According to FedEx, "the law requires Plaintiffs to bear the burden of establishing their damages figure, which includes the burden of proving their avoided costs, not just their lost revenue." (Doc. # 158 at 18)(citing Lipscher v. LRP Publ'ns, Inc., 266 F.3d 1305, 1317 (11th Cir. 2001)("Under Florida law, in order to recover lost future profits, a party must prove income and expenses of the business for a reasonable time prior to the alleged breach. If the party presents evidence only of gross receipts or fails to prove expenses with some specificity, an award of damages cannot stand.")(internal quotation omitted)). FedEx argues that any lost profits analysis provided by Plaintiffs is speculative because FedEx was entitled to terminate the ELOCs. (Doc. # 158 at 18)(citing Paul Gottlieb & Co., Inc. v. Alps S. Corp., 985 So. 2d 1, 9 (Fla. 2d DCA 2007)(holding that the award of lost profits was error because amount was based on mere speculation as it did not account for costs associated with production)).

Plaintiffs posit, however, that they have sustained their burden as their damages calculations stem from the costs reflected in the settlement sheets, and to the extent that costs for fuel, tolls, insurance, and taxes were shown in the settlement sheets, they were accounted for by Plaintiffs' economic expert Dr. Albert Lee. (Doc. # 165-5; Doc. # 166 at 18). Further, Plaintiffs explain that to the extent expenses were not reflected in the settlement sheets, "[FedEx] fails to point to any evidence in the record that any [ICs] actually stopped paying for their insurance, taxes, or driver salaries after they were terminated by FedEx." (Doc. # 166 at 18). In fact, Plaintiffs contend that the opposite occurred - Green testified that he continued to pay driver salaries, payroll taxes, and insurance until he was able to secure replacement work. (Id.; Doc. # 153-5 at 34-35). Therefore, Plaintiffs suggest that they have sustained their burden, and the question as to the amount of damages is a question for the jury. (Doc. # 166 at 18).

Upon consideration, the Court finds that Plaintiffs have provided sufficient evidence on the issue of damages through expert reports and testimony of Marcie Bour and Dr. Albert Lee to survive a summary judgment motion. To what extent, if at all, Plaintiffs are to be awarded consequential damages is a question for the jury to decide, based on their determination of the weight to give the testimony of each expert. Thus, FedEx's Motion as to the issue of damages is denied.

Consequently, for the reasons stated above, FedEx's Motion on Count I is denied.

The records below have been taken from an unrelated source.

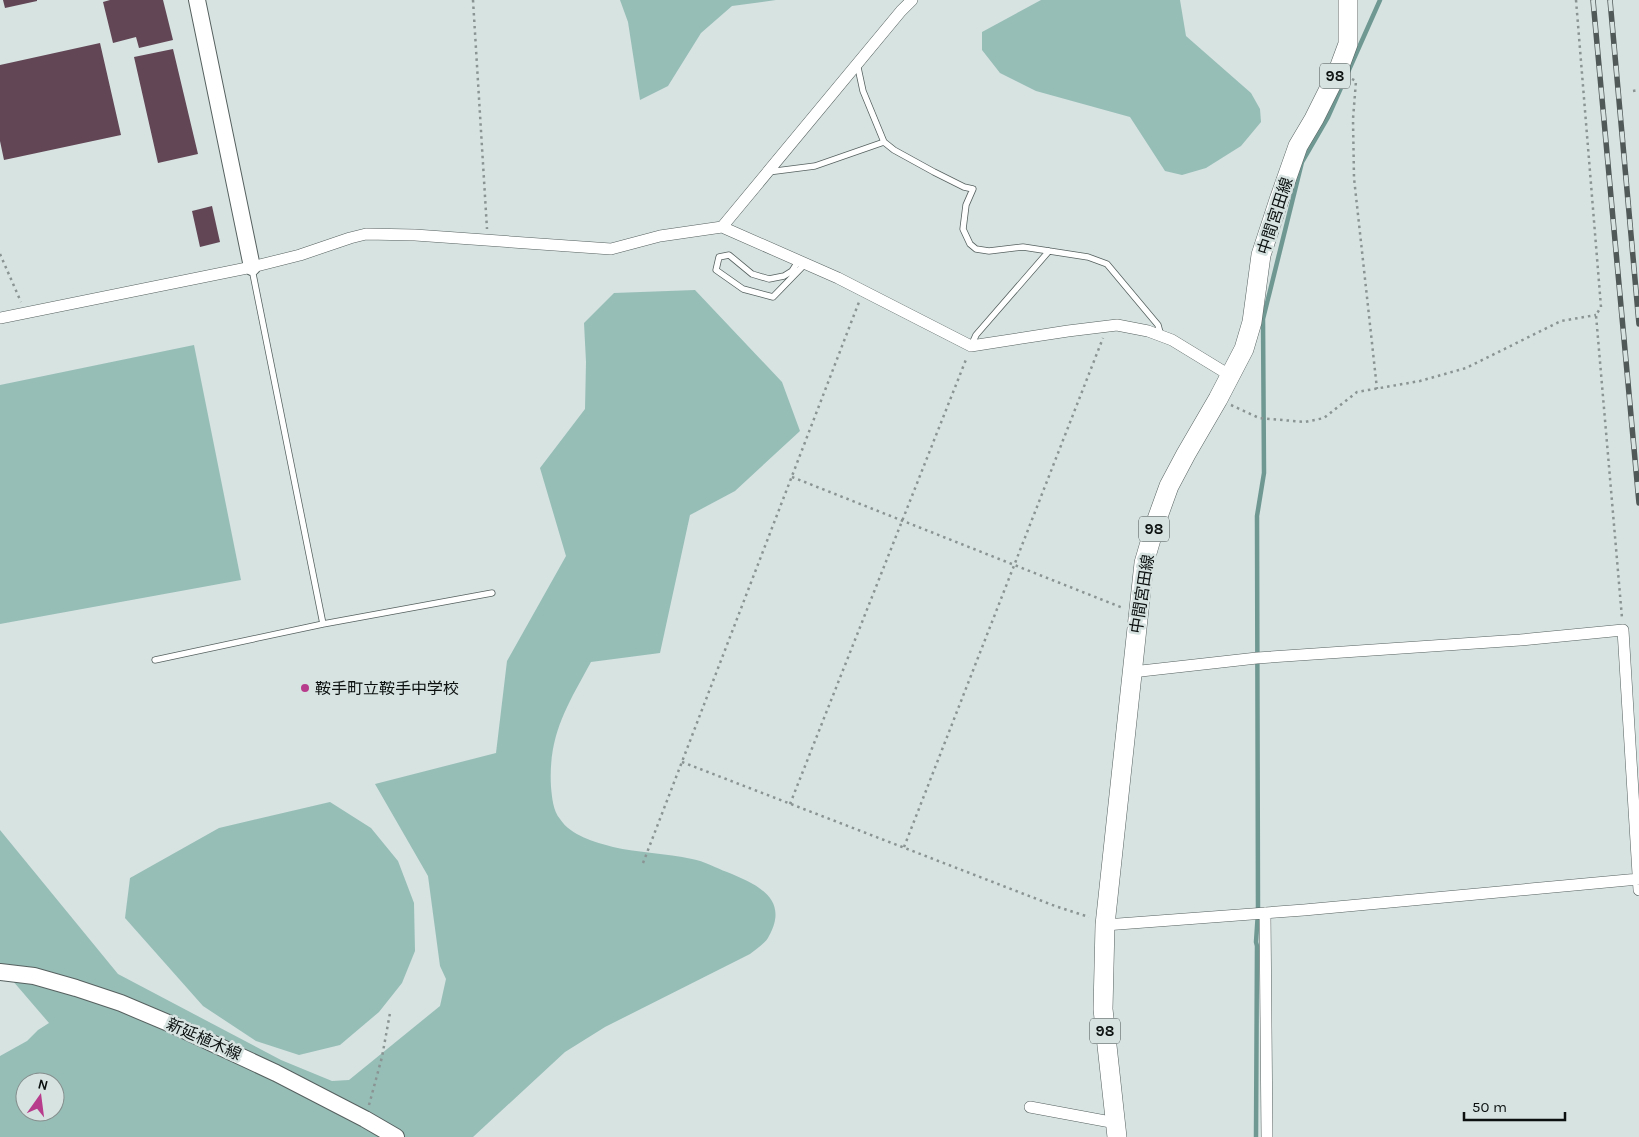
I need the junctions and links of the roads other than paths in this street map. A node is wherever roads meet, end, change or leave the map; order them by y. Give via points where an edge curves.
1 (197, 0) edge
2 (912, 0) edge
3 (1348, 0) edge
4 (857, 64) junction
5 (884, 142) junction
6 (768, 172) junction
7 (722, 227) junction
8 (1049, 252) junction
9 (803, 262) junction
10 (252, 267) junction
11 (0, 318) edge
12 (1161, 336) junction
13 (971, 346) junction
14 (1231, 376) junction
15 (492, 593) dead end
16 (323, 624) junction
17 (155, 660) dead end
18 (1132, 672) junction
19 (1639, 882) edge
20 (1265, 913) junction
21 (1105, 923) junction
22 (0, 972) edge
23 (1030, 1107) dead end
24 (1116, 1130) edge
25 (396, 1137) edge
26 (1268, 1137) edge

1 - 10 main road
2 - 4 street
3 - 14 main road, 中間宮田線 / 98 via 1348,44 1338,71 1298,146 1261,255 1252,322
4 - 5 lane via 863,91
4 - 6 street
5 - 6 lane via 815,166
5 - 8 lane via 934,172 973,189 966,205 963,229 976,249 990,251 1024,247
6 - 7 street
7 - 9 street
7 - 10 street via 660,236 611,249 366,234
8 - 12 lane via 1088,257 1107,264 1158,325
8 - 13 lane via 976,335
9 - 9 lane via 773,297 744,289 716,270 719,257 729,255 752,274 769,279 784,276
9 - 13 street
10 - 11 street
10 - 16 lane
12 - 13 street via 1117,325
12 - 14 street
14 - 18 main road, 中間宮田線 / 98 via 1169,486 1156,522 1144,563
15 - 16 lane
16 - 17 lane
18 - 19 street via 1257,658 1623,630
18 - 21 main road, 中間宮田線 / 98
19 - 20 street
20 - 21 street
20 - 26 street
21 - 24 main road, 中間宮田線 / 98 via 1103,1009
22 - 25 main road, 新延植木線 via 34,976 121,1003 216,1043
23 - 24 street

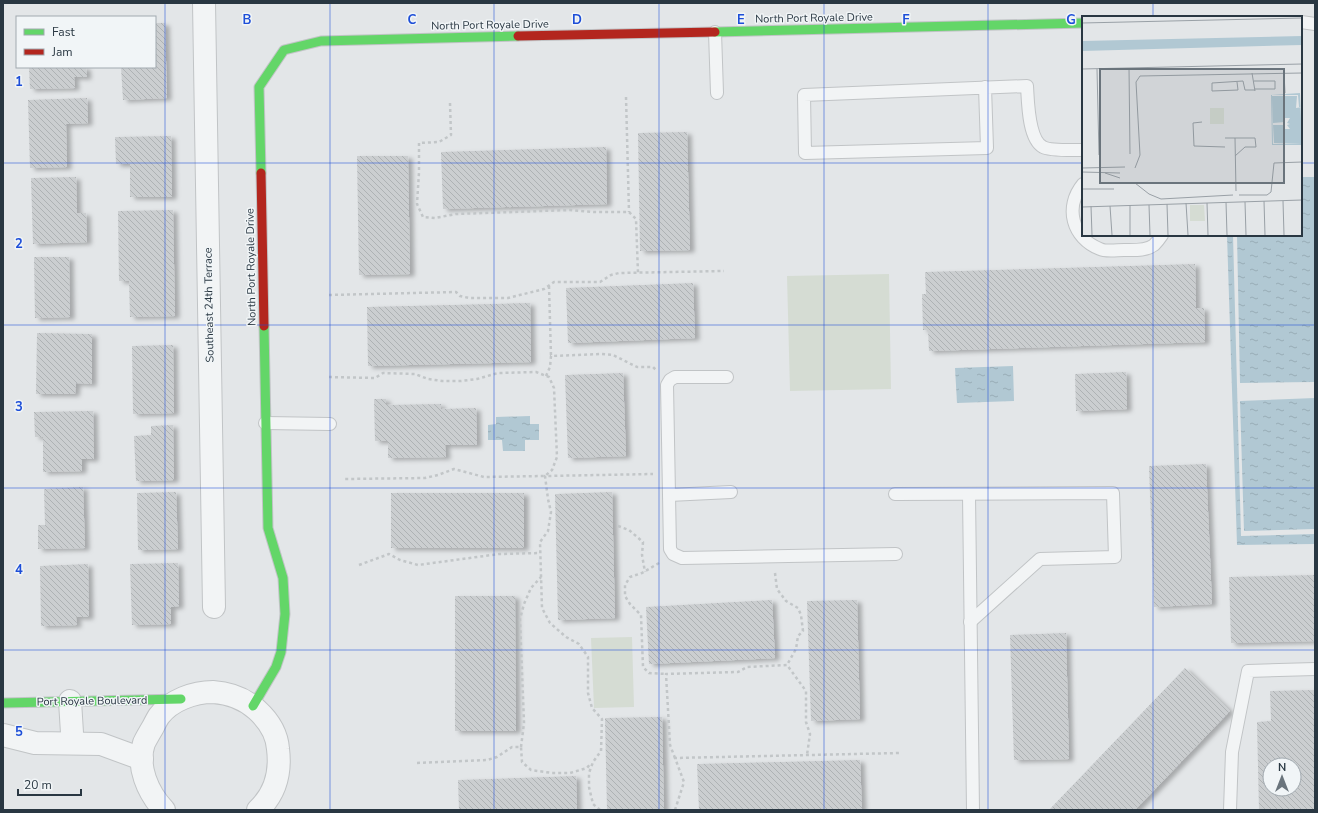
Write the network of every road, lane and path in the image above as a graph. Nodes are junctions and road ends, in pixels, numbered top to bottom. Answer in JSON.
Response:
{"nodes":[{"id":1,"x":204,"y":3,"type":"edge"},
{"id":2,"x":1302,"y":22,"type":"edge"},
{"id":3,"x":1082,"y":23,"type":"edge"},
{"id":4,"x":1315,"y":24,"type":"edge"},
{"id":5,"x":715,"y":32,"type":"junction"},
{"id":6,"x":985,"y":87,"type":"junction"},
{"id":7,"x":717,"y":92,"type":"dead end"},
{"id":8,"x":626,"y":97,"type":"dead end"},
{"id":9,"x":450,"y":103,"type":"dead end"},
{"id":10,"x":1082,"y":150,"type":"edge"},
{"id":11,"x":1082,"y":185,"type":"edge"},
{"id":12,"x":629,"y":212,"type":"junction"},
{"id":13,"x":1161,"y":236,"type":"edge"},
{"id":14,"x":724,"y":272,"type":"dead end"},
{"id":15,"x":638,"y":273,"type":"junction"},
{"id":16,"x":549,"y":286,"type":"junction"},
{"id":17,"x":328,"y":295,"type":"dead end"},
{"id":18,"x":551,"y":356,"type":"junction"},
{"id":19,"x":546,"y":376,"type":"junction"},
{"id":20,"x":330,"y":377,"type":"dead end"},
{"id":21,"x":727,"y":377,"type":"dead end"},
{"id":22,"x":670,"y":380,"type":"junction"},
{"id":23,"x":265,"y":423,"type":"junction"},
{"id":24,"x":330,"y":424,"type":"dead end"},
{"id":25,"x":669,"y":473,"type":"junction"},
{"id":26,"x":545,"y":476,"type":"junction"},
{"id":27,"x":345,"y":479,"type":"dead end"},
{"id":28,"x":731,"y":492,"type":"dead end"},
{"id":29,"x":895,"y":494,"type":"dead end"},
{"id":30,"x":669,"y":495,"type":"junction"},
{"id":31,"x":969,"y":495,"type":"junction"},
{"id":32,"x":618,"y":526,"type":"dead end"},
{"id":33,"x":540,"y":553,"type":"junction"},
{"id":34,"x":673,"y":554,"type":"junction"},
{"id":35,"x":896,"y":554,"type":"dead end"},
{"id":36,"x":774,"y":556,"type":"junction"},
{"id":37,"x":359,"y":564,"type":"dead end"},
{"id":38,"x":645,"y":572,"type":"junction"},
{"id":39,"x":541,"y":577,"type":"junction"},
{"id":40,"x":214,"y":607,"type":"dead end"},
{"id":41,"x":970,"y":622,"type":"junction"},
{"id":42,"x":787,"y":665,"type":"junction"},
{"id":43,"x":1315,"y":669,"type":"edge"},
{"id":44,"x":666,"y":674,"type":"junction"},
{"id":45,"x":181,"y":699,"type":"junction"},
{"id":46,"x":70,"y":701,"type":"junction"},
{"id":47,"x":3,"y":703,"type":"edge"},
{"id":48,"x":253,"y":706,"type":"junction"},
{"id":49,"x":72,"y":733,"type":"junction"},
{"id":50,"x":3,"y":735,"type":"edge"},
{"id":51,"x":521,"y":747,"type":"junction"},
{"id":52,"x":899,"y":753,"type":"dead end"},
{"id":53,"x":807,"y":755,"type":"junction"},
{"id":54,"x":675,"y":758,"type":"junction"},
{"id":55,"x":144,"y":760,"type":"junction"},
{"id":56,"x":593,"y":762,"type":"junction"},
{"id":57,"x":417,"y":763,"type":"dead end"},
{"id":58,"x":164,"y":810,"type":"edge"},
{"id":59,"x":258,"y":810,"type":"edge"},
{"id":60,"x":600,"y":810,"type":"edge"},
{"id":61,"x":675,"y":810,"type":"edge"},
{"id":62,"x":973,"y":810,"type":"edge"},
{"id":63,"x":1230,"y":810,"type":"edge"}],
"edges":[{"from":1,"to":40,"type":"street","name":"Southeast 24th Terrace"},
{"from":2,"to":4,"type":"lane"},
{"from":3,"to":5,"type":"street","name":"North Port Royale Drive"},
{"from":5,"to":7,"type":"lane"},
{"from":5,"to":23,"type":"street","name":"North Port Royale Drive"},
{"from":6,"to":6,"type":"lane"},
{"from":6,"to":10,"type":"lane"},
{"from":8,"to":12,"type":"path"},
{"from":9,"to":12,"type":"path"},
{"from":11,"to":13,"type":"lane"},
{"from":12,"to":15,"type":"path"},
{"from":14,"to":15,"type":"path"},
{"from":15,"to":16,"type":"path"},
{"from":16,"to":17,"type":"path"},
{"from":16,"to":18,"type":"path"},
{"from":18,"to":19,"type":"path"},
{"from":18,"to":22,"type":"path"},
{"from":19,"to":20,"type":"path"},
{"from":19,"to":26,"type":"path"},
{"from":21,"to":22,"type":"lane"},
{"from":22,"to":25,"type":"lane"},
{"from":23,"to":24,"type":"lane"},
{"from":23,"to":48,"type":"street","name":"North Port Royale Drive"},
{"from":25,"to":26,"type":"path"},
{"from":25,"to":30,"type":"lane"},
{"from":26,"to":27,"type":"path"},
{"from":26,"to":33,"type":"path"},
{"from":28,"to":30,"type":"lane"},
{"from":29,"to":31,"type":"lane"},
{"from":30,"to":34,"type":"lane"},
{"from":31,"to":41,"type":"lane"},
{"from":31,"to":41,"type":"lane"},
{"from":32,"to":38,"type":"path"},
{"from":33,"to":37,"type":"path"},
{"from":33,"to":39,"type":"path"},
{"from":34,"to":36,"type":"lane"},
{"from":34,"to":38,"type":"path"},
{"from":35,"to":36,"type":"lane"},
{"from":36,"to":42,"type":"path"},
{"from":38,"to":44,"type":"path"},
{"from":39,"to":51,"type":"path"},
{"from":39,"to":56,"type":"path"},
{"from":41,"to":62,"type":"lane"},
{"from":42,"to":44,"type":"path"},
{"from":42,"to":53,"type":"path"},
{"from":43,"to":63,"type":"lane"},
{"from":44,"to":54,"type":"path"},
{"from":45,"to":46,"type":"street","name":"Port Royale Boulevard"},
{"from":45,"to":48,"type":"street"},
{"from":45,"to":55,"type":"street"},
{"from":46,"to":47,"type":"street","name":"Port Royale Boulevard"},
{"from":46,"to":49,"type":"street"},
{"from":48,"to":59,"type":"street"},
{"from":49,"to":50,"type":"street"},
{"from":49,"to":55,"type":"street"},
{"from":50,"to":55,"type":"street"},
{"from":51,"to":56,"type":"path"},
{"from":51,"to":57,"type":"path"},
{"from":52,"to":53,"type":"path"},
{"from":53,"to":54,"type":"path"},
{"from":54,"to":61,"type":"path"},
{"from":55,"to":58,"type":"street"},
{"from":56,"to":60,"type":"path"}]}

2. Count II: Breach of Covenant of Good Faith & Fair Dealing

FedEx suggests that Count II fails as a matter of law because Plaintiffs admit that they voluntarily terminated their ELOCs and FedEx was not obligated to provide any amount of work to Plaintiffs during the notice period to which the covenant could attach. (Doc. # 158 at 22)(citing Johnson Enters. of Jacksonville, Inc. v. FPL Grp., Inc., 162 F.3d 1290, 1314 (11th Cir. 1998)(reasoning that the covenant of good faith and fair dealing attaches only to the performance of a specific contractual obligation; and therefore, where there is no duty, there is no duty to perform in good faith); Snow v. Roden, 896 So. 2d 787, 792 (Fla. 2nd DCA 2005)(holding that the claim for breach of covenant of good faith and fair dealing was properly dismissed where the claim failed to link the implied covenant to a breach of an express provision of the contract, and therefore, failed to state a cause of action)).

Furthermore, FedEx argues that even if the ELOCs did create an enforceable obligation to which the covenant could attach, Plaintiffs' claim would still fail as Plaintiffs cannot demonstrate that FedEx breached the covenant. (Doc. # 158 at 23). Specifically, FedEx submits that "[I]f FedEx was obligated to provide [work to the ICs in FedEx's] discretion, then that discretion as to the amount of work would have to be exercised in good faith to avoid thwarting the intentions of the parties." (Id.). According to FedEx, "[e]ven under that scenario, to prevail, Plaintiffs would be required to prove that no reasonable party in FedEx's position would have made the same discretionary decision." (Id.). However, "Plaintiffs' own testimony shows that any such discretionary decision would have been reasonable, as a result of a slowdown in business of FedEx." (Id. at 23-24).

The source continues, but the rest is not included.